- Born: Jerrold Lewis Bock November 23, 1928 New Haven, Connecticut, U.S.
- Died: November 3, 2010 (aged 81) Mount Kisco, New York, U.S.
- Education: University of Wisconsin, Madison (BA)
- Occupation: Composer
- Years active: 1955–2010

= Jerry Bock =

American musical theatre composer (1928–2010)

Jerrold Lewis Bock (November 23, 1928 – November 3, 2010) was an American musical theater composer. He received the Tony Award for Best Musical and the Pulitzer Prize for Drama with Sheldon Harnick for their 1959 musical Fiorello! and the Tony Award for Best Composer and Lyricist for the 1964 musical Fiddler on the Roof with Sheldon Harnick.

==Biography==
Born in New Haven, Connecticut, and raised in Flushing, Queens, New York, Bock studied the piano as a child. While a student at the University of Wisconsin–Madison, he wrote the musical Big As Life, which toured the state and enjoyed a run in Chicago. After graduation, he spent three summers at the Tamiment Playhouse in the Poconos and wrote for early television revues with lyricist Larry Holofcener. One of their songs, the three-part "The Story of Alice," was performed by the Chad Mitchell Trio on their Blowin' in the Wind album of 1962.

===Career===
Bock made his Broadway debut in 1955 when he and Lawrence Holofcener contributed songs to Catch a Star. The following year the duo collaborated on the musical Mr. Wonderful, designed for Sammy Davis Jr., after which they worked on Ziegfeld Follies of 1956, which closed out-of-town.

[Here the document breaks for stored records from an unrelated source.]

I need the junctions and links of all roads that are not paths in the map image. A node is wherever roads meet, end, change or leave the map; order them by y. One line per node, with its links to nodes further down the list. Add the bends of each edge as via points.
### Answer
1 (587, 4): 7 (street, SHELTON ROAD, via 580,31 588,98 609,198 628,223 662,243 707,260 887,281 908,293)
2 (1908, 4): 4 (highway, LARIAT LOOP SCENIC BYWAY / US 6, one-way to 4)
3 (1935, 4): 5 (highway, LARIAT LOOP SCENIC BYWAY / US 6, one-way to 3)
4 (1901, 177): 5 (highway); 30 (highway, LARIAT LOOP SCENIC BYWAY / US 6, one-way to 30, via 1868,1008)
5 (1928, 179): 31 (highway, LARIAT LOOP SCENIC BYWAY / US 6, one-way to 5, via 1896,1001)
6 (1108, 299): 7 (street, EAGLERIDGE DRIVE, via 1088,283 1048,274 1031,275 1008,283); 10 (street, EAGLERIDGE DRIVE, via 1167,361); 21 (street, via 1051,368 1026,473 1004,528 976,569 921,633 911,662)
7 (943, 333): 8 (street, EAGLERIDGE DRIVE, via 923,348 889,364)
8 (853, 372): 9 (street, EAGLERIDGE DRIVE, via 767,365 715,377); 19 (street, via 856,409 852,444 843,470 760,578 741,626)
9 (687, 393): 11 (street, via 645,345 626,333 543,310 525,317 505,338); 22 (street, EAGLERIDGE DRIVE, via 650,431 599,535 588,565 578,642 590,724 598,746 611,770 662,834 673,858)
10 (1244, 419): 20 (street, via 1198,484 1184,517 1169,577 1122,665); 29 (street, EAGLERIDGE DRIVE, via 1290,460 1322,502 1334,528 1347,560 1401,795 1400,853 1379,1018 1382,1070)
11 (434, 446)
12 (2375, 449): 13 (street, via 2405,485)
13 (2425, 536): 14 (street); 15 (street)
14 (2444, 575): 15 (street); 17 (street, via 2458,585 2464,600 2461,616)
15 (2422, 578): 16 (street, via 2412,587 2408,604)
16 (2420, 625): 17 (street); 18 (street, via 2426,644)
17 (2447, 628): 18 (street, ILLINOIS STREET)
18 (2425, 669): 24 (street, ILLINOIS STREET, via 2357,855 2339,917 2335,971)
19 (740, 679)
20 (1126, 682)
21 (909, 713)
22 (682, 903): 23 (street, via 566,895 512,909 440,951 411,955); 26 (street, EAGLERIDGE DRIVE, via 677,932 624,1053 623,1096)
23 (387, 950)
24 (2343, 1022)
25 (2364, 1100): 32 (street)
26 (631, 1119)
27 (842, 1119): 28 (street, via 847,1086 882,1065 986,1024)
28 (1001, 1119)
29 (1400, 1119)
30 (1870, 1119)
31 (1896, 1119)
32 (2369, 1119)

Shortly after, Bock met lyricist Sheldon Harnick, with whom he forged a successful partnership. Although their first joint venture, The Body Beautiful, failed to charm the critics, its score caught the attention of director George Abbott and producer Hal Prince. They hired the team to compose a musical biography of former New York City mayor Fiorello La Guardia. Fiorello! (1959) earned Bock and Harnick the New York Drama Critics' Circle Award for Best Musical, Tony Award for Best Musical (tied with the team from The Sound of Music) and the Pulitzer Prize for Drama.

Bock's additional collaborations with Harnick include Tenderloin (1960), Man in the Moon (1963), She Loves Me (1963), Fiddler on the Roof (1964), The Apple Tree (1966), and The Rothschilds (1970), as well as contributions to Never Too Late (1962), Baker Street (1965), Her First Roman (1968), and The Madwoman of Central Park West (1979). Fiddler on the Roof included the hit song "If I Were a Rich Man".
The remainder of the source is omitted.